Exhibit 3.1
THIRD AMENDMENT
TO THE
AMENDED AND RESTATED
CERTIFICATE OF INCORPORATION
OF
INSIGHT ACQUISITION CORP.
June 6, 2024
Insight Acquisition Corp., a corporation organized and existing under the laws of the State of Delaware (the “Corporation”), DOES HEREBY CERTIFY AS FOLLOWS:
1. | The name of the Corporation is “Insight Acquisition Corp.”. The original certificate of incorporation of the Corporation was filed with the Secretary of State of the State of Delaware on April 20, 2021 and amended on July 29, 2021 (the “Original Certificate”). An amended and restated certificate of incorporation was filed with the Secretary of State of the State of Delaware on September 1, 2021 (the “Amended and Restated Certificate”). The Amended and Restated Certificate was amended on March 6, 2023 (the “First Amendment”) and then amended again on September 6, 2023 (the “Second Amendment”). |
2. | This Third Amendment to the Amended and Restated Certificate of Incorporation amends the Amended and Restated Certificate. |
3. | This Third Amendment to the Amended and Restated Certificate of Incorporation was duly adopted by the Board of Directors of the Corporation and the stockholders of the Corporation in accordance with Section 242 of the General Corporation Law of the State of Delaware. |
4. | The text of Paragraph (b) of Section 9.1 is hereby amended and restated to read in full as follows: |
Immediately after the Offering, a certain amount of the net offering proceeds received by the Corporation in the Offering (including the proceeds of any exercise of the underwriters’ over-allotment option) and certain other amounts specified in the Corporation’s registration statement on Form S-1, initially filed with the U.S. Securities and Exchange Commission (the “SEC”) on August 11, 2021, as amended (the “Registration Statement”), shall be deposited in a trust account (the “Trust Account”), established for the benefit of the Public Stockholders (as defined below) pursuant to a trust agreement described in the Registration Statement.
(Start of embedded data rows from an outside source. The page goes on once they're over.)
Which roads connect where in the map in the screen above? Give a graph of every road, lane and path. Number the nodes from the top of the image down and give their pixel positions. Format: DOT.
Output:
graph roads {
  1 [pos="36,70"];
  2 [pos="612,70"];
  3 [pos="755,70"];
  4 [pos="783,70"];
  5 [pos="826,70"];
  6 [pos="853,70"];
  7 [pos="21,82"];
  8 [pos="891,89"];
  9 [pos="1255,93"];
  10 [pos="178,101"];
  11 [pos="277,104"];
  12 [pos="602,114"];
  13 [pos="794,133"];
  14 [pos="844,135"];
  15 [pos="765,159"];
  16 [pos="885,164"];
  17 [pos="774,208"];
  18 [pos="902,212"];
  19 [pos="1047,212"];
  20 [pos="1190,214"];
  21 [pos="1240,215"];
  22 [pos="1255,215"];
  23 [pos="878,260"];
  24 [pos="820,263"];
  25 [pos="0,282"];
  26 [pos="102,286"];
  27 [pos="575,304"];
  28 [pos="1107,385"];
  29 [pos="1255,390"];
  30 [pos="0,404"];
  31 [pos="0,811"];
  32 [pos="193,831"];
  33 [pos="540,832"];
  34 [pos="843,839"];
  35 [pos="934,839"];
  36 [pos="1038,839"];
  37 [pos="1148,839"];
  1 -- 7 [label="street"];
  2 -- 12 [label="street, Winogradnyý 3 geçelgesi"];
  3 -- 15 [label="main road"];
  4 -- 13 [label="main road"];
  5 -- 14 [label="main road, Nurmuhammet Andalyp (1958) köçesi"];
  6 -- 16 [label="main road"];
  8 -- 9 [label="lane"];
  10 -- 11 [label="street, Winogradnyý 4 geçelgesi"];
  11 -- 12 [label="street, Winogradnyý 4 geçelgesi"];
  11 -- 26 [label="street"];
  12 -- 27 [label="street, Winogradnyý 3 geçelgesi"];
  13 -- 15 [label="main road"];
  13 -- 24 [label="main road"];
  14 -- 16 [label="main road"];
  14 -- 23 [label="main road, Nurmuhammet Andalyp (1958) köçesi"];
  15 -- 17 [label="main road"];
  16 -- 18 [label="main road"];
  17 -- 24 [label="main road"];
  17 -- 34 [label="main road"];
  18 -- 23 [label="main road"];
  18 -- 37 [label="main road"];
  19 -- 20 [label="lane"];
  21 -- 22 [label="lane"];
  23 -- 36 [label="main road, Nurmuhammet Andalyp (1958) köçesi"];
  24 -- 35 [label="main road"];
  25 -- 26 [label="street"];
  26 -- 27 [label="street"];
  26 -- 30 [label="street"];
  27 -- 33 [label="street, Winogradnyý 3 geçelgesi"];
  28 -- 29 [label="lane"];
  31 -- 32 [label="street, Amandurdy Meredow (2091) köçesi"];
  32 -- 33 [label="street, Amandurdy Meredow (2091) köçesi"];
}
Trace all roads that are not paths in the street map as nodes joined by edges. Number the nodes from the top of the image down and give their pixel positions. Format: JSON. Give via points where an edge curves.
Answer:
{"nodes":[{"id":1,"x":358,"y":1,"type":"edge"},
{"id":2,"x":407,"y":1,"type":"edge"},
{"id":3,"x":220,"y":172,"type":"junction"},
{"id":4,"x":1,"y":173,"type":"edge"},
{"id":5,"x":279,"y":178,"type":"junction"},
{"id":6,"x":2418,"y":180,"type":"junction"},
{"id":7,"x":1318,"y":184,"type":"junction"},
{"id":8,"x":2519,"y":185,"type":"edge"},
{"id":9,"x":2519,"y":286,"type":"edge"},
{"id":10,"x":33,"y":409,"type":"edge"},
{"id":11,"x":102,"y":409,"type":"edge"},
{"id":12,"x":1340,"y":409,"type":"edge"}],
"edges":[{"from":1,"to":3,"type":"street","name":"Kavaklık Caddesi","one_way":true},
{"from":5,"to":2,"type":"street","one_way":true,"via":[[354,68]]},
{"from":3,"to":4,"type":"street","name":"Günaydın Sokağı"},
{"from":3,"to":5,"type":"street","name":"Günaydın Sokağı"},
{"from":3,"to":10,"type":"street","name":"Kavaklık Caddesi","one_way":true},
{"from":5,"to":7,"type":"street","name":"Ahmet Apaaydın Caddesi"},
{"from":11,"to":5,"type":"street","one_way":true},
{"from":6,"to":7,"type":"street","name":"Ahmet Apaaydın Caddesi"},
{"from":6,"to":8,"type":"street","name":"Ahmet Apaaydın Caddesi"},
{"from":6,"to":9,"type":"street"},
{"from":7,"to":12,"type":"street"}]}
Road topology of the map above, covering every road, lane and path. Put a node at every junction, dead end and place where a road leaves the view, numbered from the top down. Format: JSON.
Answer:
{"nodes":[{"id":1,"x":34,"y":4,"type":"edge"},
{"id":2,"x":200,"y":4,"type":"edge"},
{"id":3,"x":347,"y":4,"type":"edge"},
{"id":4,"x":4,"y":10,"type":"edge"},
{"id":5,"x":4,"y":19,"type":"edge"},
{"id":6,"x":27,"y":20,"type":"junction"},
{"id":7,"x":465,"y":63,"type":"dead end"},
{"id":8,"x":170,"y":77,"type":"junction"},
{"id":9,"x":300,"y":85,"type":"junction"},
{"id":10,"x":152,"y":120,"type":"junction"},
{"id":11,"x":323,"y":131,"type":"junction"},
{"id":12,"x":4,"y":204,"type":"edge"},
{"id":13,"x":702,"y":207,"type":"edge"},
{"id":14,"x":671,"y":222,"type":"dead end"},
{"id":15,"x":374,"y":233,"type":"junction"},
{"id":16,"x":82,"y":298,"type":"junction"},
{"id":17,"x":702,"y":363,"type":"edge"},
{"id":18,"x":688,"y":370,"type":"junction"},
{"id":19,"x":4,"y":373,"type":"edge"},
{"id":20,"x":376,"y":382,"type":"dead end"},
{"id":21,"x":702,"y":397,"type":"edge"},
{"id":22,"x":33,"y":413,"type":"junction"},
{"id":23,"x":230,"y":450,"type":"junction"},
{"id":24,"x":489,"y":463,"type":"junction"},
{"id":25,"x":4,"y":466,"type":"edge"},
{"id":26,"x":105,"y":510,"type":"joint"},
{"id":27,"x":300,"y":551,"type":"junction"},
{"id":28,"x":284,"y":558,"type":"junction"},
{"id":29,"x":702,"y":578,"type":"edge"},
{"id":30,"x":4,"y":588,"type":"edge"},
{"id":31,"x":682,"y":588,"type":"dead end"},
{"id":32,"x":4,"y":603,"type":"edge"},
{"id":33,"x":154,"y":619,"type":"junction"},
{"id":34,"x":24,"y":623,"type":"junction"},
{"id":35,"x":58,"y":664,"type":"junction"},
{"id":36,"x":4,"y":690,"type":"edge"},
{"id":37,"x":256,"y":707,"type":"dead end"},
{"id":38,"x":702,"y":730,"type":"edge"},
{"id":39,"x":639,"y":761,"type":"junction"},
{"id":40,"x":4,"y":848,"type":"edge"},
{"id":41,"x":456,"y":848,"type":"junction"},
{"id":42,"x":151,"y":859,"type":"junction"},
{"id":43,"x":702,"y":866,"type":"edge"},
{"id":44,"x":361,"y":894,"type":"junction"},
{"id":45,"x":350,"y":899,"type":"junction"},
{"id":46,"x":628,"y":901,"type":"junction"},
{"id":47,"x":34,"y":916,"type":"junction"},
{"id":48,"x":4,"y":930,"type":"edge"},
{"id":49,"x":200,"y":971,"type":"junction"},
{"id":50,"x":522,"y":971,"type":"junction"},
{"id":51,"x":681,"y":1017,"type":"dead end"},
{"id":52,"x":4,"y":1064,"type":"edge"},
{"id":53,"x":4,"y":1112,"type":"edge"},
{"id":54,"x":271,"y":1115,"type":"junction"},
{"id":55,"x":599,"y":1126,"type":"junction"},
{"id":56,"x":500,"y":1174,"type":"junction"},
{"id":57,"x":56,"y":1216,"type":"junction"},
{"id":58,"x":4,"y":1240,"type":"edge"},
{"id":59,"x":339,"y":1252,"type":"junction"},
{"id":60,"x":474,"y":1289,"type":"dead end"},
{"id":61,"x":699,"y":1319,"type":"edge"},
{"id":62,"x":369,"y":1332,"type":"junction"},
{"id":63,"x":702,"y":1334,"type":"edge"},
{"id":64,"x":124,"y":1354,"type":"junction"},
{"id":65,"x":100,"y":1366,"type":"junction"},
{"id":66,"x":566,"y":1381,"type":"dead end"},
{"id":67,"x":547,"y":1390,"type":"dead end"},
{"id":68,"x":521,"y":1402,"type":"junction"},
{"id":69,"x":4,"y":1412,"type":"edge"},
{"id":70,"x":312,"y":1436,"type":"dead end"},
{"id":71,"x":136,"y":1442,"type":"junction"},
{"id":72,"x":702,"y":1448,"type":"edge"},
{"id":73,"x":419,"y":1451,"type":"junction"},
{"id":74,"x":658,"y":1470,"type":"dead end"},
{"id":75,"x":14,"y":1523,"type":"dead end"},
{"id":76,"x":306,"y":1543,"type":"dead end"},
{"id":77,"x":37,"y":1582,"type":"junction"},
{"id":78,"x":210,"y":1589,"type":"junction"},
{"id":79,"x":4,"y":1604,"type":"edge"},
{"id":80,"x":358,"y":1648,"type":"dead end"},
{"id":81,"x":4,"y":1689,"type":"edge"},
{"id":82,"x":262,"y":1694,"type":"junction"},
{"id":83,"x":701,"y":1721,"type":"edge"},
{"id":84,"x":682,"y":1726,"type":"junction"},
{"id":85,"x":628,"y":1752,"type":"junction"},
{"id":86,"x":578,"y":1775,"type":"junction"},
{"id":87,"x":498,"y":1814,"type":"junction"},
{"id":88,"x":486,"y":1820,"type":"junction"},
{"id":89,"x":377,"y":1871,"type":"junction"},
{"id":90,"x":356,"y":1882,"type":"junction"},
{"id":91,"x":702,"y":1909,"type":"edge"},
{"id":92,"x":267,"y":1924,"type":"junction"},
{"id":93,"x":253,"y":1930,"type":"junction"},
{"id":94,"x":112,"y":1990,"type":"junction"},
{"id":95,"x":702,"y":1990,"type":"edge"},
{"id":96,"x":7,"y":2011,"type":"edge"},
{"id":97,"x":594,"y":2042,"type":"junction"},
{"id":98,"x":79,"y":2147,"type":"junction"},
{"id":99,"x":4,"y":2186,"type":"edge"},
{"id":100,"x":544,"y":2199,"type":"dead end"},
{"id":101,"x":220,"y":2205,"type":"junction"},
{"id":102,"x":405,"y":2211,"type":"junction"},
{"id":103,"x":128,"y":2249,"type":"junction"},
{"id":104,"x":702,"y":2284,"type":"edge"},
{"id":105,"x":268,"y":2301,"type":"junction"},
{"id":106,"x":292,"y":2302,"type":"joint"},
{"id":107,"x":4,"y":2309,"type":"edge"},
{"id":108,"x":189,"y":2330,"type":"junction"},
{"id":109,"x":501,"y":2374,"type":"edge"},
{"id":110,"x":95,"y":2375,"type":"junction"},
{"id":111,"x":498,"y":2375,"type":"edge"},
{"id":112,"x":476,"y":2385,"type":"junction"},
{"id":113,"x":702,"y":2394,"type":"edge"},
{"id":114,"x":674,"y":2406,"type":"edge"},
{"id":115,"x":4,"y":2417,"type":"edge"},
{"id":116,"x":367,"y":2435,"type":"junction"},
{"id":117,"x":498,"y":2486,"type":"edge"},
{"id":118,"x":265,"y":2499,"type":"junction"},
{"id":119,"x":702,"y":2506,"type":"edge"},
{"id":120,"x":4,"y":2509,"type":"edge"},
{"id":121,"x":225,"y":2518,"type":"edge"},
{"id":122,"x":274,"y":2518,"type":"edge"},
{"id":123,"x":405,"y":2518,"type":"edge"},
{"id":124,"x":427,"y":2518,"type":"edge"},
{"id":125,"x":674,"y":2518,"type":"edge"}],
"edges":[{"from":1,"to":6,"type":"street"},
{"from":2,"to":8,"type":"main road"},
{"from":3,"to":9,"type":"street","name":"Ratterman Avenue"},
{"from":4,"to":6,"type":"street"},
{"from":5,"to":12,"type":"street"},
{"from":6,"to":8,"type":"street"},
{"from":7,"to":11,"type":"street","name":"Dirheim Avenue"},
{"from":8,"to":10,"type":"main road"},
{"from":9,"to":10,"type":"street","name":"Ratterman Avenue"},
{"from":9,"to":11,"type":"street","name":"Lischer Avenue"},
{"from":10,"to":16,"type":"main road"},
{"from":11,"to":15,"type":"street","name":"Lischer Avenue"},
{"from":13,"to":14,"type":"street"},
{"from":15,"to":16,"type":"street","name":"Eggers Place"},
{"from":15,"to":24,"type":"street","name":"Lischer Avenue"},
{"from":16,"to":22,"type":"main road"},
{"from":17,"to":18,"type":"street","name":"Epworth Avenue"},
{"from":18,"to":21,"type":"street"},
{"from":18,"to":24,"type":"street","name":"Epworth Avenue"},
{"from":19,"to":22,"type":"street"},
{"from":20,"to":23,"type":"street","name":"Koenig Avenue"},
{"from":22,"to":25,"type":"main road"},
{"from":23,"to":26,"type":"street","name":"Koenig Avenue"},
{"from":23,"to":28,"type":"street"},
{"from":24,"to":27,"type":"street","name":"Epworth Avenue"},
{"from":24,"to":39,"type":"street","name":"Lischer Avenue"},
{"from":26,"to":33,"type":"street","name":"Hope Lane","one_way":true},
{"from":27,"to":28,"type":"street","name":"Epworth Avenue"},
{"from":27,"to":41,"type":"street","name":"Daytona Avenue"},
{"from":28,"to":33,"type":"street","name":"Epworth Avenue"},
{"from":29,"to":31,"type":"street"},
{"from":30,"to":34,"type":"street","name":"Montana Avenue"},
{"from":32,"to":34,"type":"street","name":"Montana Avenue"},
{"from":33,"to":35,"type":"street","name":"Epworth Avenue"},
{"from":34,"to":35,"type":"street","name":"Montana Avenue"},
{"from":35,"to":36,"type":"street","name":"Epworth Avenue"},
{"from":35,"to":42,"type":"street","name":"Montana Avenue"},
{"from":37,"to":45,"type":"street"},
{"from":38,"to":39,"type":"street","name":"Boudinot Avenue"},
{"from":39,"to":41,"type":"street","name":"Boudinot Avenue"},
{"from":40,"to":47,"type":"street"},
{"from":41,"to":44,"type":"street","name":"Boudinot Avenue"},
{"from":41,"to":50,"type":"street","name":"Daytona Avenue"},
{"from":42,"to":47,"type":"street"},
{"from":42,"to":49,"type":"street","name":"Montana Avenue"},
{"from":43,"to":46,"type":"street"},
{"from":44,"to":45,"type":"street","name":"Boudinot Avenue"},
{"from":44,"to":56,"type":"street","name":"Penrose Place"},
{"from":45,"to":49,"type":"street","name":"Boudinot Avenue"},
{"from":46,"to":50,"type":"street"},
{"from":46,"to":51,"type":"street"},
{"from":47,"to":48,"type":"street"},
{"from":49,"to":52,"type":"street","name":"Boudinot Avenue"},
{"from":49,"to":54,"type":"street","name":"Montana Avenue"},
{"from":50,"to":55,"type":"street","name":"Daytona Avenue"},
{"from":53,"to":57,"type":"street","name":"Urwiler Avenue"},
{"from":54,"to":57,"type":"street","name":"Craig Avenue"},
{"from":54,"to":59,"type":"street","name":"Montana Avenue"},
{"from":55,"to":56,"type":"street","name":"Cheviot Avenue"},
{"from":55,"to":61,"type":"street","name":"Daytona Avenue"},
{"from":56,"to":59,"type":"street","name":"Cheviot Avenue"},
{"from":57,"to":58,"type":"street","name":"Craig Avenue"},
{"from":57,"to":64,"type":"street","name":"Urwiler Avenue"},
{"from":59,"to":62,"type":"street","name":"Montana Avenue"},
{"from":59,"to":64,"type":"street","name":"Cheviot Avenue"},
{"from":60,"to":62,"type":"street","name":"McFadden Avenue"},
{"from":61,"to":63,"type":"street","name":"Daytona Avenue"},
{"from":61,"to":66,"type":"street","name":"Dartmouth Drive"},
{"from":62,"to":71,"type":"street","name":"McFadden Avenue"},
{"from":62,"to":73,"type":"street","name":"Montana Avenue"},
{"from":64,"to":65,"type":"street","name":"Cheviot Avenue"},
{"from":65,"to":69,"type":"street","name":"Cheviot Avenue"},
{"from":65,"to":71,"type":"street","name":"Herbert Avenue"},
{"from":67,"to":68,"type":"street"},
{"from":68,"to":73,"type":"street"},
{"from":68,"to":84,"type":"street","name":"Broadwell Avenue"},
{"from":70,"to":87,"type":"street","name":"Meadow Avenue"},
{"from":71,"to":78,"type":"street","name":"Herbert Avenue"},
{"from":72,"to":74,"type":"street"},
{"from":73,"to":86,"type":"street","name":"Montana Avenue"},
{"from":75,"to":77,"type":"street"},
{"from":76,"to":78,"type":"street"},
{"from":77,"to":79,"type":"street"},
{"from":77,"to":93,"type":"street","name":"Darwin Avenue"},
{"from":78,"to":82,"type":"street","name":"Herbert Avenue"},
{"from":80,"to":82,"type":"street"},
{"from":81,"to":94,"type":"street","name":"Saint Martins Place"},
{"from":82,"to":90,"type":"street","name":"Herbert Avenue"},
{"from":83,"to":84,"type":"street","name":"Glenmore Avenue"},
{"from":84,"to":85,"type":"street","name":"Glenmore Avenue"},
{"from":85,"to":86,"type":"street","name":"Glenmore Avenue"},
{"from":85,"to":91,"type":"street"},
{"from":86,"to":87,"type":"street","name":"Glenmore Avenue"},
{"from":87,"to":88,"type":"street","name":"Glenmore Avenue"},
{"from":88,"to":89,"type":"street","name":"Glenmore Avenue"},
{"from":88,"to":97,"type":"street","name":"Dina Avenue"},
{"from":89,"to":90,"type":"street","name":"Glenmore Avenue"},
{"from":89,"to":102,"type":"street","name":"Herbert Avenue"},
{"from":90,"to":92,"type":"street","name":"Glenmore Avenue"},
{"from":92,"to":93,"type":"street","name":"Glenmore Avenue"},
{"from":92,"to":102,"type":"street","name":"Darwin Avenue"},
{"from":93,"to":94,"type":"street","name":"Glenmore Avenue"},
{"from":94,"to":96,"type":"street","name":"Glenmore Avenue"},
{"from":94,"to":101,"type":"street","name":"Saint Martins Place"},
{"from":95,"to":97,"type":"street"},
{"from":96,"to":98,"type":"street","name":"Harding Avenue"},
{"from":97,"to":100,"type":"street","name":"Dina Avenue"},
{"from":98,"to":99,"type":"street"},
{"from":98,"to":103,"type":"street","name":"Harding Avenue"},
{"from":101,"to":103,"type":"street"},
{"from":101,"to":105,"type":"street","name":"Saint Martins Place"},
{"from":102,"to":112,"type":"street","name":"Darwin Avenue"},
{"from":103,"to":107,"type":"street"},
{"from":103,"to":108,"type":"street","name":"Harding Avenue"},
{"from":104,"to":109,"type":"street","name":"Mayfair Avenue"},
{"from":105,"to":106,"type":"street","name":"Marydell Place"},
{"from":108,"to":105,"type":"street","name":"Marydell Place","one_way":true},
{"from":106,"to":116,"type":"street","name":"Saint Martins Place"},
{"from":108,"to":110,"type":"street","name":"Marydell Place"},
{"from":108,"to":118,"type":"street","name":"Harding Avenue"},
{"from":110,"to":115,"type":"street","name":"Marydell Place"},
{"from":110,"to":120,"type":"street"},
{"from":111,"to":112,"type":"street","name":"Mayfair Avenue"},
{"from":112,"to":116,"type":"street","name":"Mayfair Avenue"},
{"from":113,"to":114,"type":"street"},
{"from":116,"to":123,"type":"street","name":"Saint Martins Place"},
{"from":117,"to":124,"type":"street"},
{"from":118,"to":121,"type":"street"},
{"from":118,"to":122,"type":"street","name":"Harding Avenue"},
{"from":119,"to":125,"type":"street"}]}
Except for the withdrawal of interest to pay taxes, none of the funds held in the Trust Account (including the interest earned on the funds held in the Trust Account) will be released from the Trust Account until the earliest to occur of (i) the completion of the initial Business Combination, (ii) the redemption of 100% of the Offering Shares (as defined below) if the Corporation is unable to complete its initial Business Combination on or before June 7, 2024 (or, if the Company, at its sole discretion and without a vote of the stockholders, extends the date by which the Company has to consummate a business combination (the “Extension”) for up to six (6) additional one (1) month extensions or from June 7, 2024 up to December 7, 2024 (the “Extended Termination Date”) in exchange for the Company depositing the lesser of $20,000 and $0.02 for each outstanding share of common stock sold in the Company’s initial public offering into the Trust for each one-month extension (the “Termination Date”) and (iii) the redemption of shares in connection with a vote seeking to amend such provisions of this Amended and Restated Certificate as described in Section 9.7. Holders of shares of Common Stock included as part of the units sold in the Offering (the “Offering Shares”) (whether such Offering Shares were purchased in the Offering or in the secondary market following the Offering and whether or not such holders are the Sponsor or officers or directors of the Corporation, or affiliates of any of the foregoing) are referred to herein as “Public Stockholders.” |
[Signature Page Follows]
IN WITNESS WHEREOF, Insight Acquisition Corp. has caused this Amendment to the Amended and Restated Certificate to be duly executed in its name and on its behalf by an authorized officer as of the date first set forth above.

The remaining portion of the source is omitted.